[UPDATE – 1/3/2010: For the latest/greatest implementation of a JavaScript UUID function, please check out my node-uuid project. Any future improvements/enhancements to this code will be made there.]
[UPDATE – 9/1/2011: ‘Seeing reports of UUID collisions in the wild. Johannes Baagoe has a write up on why Math.random() can’t be trusted. I’m not entirely sure I buy this, but I’m certainly less confident than before about the uniqueness of UUIDs generated using only Math.random().]
Here’s a little JavaScript treat: Math.uuid.js is a function for generating different flavors of UUIDs in JavaScript. The function supports RFC 4122-compliant UUIDs (or GUIDS), like this:
AFF147E4-5BB1-448E-B55D-0A834ADE3124
… as well as non-standard random IDs of arbitrary length and radix. For examples of the types of IDs it can generate, or to see performance data, check out the Math.uuid.js Test page.
I put this together after discovering that nobody had published a really thin javascript implementation for generating UUIDs. Googling around turns up several decent scripts, but all of these suffered from one drawback or another (IMHO). One common problem results from trying to produce “version 1″ ids, which the RFC defines in a way that is supposed to guarantee the uniqueness of the ID. But javascript doesn’t have an API for getting a guaranteed-unique anything – the best you can do is use Math.random() as a hack workaround which, strictly speaking, shouldn’t be used when uniqueness must be guaranteed. Using JavaScript to generate a version 1 UUID could be construed as misleading.
The more correct solution is to do what Math.uuid.js does – create “version 4″ ids, which are defined as randomly generated (see RFC 4122, section 4.4). This avoids making an unfulfilled promise of universal uniqueness, while allowing for much simpler code. Also, in javascript where Math.random() has to be used for UUID generation, the theoretical uniqueness of these ids is better than version 1 implementations since all 122 bits of field data are randomly generated. That makes for a staggering 5.3 x 10^^36 possible ids. If every person on the planet filled up a terabyte hard drive with nothing but random UUIDs, there would only be a one in 7 trillion chance that two of the UUIDs would be the same. That’s the theory.
The practice is probably a little different. The uniqueness depends on how random the numbers generated by Math.random() are. Generating truly random numbers is a notoriously tricky problem, solved in different (imperfect) ways across browser platforms and OSes. It’s difficult to say for sure what the real-world uniqueness of these numbers ends up being, but I suspect it’s more than sufficient for most purposes. Regardless, this is a weakness that all javascript UUID generators will be subject to, unless they rely on an externally-provided unique value.
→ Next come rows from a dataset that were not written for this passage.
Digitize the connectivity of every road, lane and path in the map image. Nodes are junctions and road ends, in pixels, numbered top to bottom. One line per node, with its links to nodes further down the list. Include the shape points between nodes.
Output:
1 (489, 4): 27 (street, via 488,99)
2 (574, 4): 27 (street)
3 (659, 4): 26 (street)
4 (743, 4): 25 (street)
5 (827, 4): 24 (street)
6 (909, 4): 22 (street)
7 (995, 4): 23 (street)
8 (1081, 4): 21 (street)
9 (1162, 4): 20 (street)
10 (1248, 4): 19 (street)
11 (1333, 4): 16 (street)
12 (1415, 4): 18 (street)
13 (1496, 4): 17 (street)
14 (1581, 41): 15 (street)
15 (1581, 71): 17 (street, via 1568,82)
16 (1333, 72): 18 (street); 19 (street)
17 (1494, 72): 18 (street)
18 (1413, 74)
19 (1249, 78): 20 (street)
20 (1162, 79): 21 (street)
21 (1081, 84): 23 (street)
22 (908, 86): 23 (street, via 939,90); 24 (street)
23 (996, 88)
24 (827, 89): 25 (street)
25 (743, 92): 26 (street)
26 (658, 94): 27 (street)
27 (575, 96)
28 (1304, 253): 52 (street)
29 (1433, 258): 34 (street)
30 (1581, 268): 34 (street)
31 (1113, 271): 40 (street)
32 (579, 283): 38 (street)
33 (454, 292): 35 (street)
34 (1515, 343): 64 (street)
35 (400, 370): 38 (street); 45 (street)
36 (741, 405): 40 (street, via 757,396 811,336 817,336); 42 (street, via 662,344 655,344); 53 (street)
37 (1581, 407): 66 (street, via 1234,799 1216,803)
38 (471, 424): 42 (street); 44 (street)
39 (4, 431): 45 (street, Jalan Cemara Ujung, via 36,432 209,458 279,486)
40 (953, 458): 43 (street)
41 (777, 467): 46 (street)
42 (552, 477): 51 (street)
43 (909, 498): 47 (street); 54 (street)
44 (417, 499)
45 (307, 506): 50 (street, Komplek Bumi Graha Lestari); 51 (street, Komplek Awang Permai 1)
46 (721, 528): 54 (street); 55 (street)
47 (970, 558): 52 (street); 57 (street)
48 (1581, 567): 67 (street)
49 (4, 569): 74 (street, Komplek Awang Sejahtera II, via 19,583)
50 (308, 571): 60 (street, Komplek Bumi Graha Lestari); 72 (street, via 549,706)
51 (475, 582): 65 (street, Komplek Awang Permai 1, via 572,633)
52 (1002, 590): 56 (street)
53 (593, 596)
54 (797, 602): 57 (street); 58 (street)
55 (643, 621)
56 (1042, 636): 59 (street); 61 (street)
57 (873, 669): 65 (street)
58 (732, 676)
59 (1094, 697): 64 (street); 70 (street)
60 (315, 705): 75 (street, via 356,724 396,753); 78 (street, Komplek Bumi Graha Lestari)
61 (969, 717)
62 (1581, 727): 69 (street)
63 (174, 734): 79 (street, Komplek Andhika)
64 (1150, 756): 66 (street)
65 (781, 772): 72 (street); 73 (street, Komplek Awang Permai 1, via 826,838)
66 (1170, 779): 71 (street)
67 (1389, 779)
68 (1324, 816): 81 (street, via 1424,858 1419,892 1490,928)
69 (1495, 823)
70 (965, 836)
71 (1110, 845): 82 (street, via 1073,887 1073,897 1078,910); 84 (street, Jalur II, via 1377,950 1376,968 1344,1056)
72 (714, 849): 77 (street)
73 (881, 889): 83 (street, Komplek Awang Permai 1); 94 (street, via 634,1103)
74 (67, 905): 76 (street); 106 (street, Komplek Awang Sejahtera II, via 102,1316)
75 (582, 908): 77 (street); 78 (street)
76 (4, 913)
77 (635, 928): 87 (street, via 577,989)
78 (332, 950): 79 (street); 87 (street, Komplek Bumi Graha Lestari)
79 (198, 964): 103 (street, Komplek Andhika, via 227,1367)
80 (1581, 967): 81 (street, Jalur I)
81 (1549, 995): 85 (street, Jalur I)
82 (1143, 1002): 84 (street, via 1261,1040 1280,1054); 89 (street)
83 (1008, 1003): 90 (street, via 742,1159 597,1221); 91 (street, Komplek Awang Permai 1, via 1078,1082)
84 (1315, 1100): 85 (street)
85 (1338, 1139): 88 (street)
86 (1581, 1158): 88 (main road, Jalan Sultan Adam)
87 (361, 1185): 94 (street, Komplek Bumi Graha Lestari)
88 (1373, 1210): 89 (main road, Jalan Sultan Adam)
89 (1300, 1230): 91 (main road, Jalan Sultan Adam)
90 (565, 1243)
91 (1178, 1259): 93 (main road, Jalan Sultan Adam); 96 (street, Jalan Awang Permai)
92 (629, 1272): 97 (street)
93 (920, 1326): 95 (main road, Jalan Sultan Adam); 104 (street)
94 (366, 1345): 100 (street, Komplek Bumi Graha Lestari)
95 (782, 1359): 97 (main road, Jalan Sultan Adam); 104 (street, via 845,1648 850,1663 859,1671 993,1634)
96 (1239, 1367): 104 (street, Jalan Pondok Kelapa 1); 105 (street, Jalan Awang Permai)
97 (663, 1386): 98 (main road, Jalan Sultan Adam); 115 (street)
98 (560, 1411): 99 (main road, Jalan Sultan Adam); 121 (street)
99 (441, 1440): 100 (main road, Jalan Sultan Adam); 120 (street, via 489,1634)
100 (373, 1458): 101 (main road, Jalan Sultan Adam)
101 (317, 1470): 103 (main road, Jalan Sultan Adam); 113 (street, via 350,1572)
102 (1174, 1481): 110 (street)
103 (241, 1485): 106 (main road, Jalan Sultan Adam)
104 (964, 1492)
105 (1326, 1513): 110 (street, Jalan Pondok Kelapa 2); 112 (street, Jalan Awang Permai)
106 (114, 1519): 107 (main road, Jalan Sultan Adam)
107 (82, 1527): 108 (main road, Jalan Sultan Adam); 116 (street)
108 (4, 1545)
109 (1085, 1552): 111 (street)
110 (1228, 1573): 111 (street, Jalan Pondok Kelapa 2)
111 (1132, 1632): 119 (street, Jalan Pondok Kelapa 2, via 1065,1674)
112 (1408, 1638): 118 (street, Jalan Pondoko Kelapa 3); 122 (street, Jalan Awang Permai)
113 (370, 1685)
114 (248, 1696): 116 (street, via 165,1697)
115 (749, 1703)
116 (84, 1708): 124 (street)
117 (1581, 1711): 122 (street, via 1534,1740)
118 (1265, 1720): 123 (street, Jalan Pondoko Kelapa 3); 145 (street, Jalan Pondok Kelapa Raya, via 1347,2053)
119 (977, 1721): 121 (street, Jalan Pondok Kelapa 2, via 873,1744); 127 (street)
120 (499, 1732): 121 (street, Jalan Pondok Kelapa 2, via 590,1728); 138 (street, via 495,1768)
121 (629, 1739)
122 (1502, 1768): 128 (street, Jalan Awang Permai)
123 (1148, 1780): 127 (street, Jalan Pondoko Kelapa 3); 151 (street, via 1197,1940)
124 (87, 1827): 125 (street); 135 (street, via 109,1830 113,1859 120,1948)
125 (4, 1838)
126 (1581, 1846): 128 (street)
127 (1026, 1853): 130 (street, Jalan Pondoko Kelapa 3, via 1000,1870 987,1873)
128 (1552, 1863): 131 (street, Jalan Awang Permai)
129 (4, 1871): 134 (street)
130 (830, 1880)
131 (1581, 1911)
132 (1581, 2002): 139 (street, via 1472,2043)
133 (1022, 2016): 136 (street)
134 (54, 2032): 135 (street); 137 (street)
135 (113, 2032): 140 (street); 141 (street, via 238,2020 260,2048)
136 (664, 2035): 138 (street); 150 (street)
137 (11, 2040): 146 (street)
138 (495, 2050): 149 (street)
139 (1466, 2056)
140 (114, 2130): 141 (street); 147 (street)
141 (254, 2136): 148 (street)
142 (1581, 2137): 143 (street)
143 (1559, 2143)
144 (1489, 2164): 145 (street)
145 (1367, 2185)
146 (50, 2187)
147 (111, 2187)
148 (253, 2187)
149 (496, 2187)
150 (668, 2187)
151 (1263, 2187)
For example, one could use AJAX to fetch UUIDs generated by a site like http://www.uuidgenerator.com/, but that has it’s own set of issues.
Update 1/22/10: Math.uuid.js includes an Math.uuid2 Math.uuidCompact – an alternate implementation for RFC4122v4 UUIDs designed to be as compact as possible, and Math.uuidFast() – an implementation designed for performance.
Update 06/03/10: Several people have expressed concern over how random the Math.random() method is. (E.g. “If two clients load the random() lib at the same time, will they start with the same seed?”) After doing a bit of research into how various OSes handle random # generation , I’m pretty satisfied that this unlikely to be an issue. Seeding is done from a variety of sources of almost pure random numbers – mouse movement, built-in hardware support (e.g. by measuring noise in electrical circuits), various unique device IDs, BIOS checksums, memory usage statistics… and so on.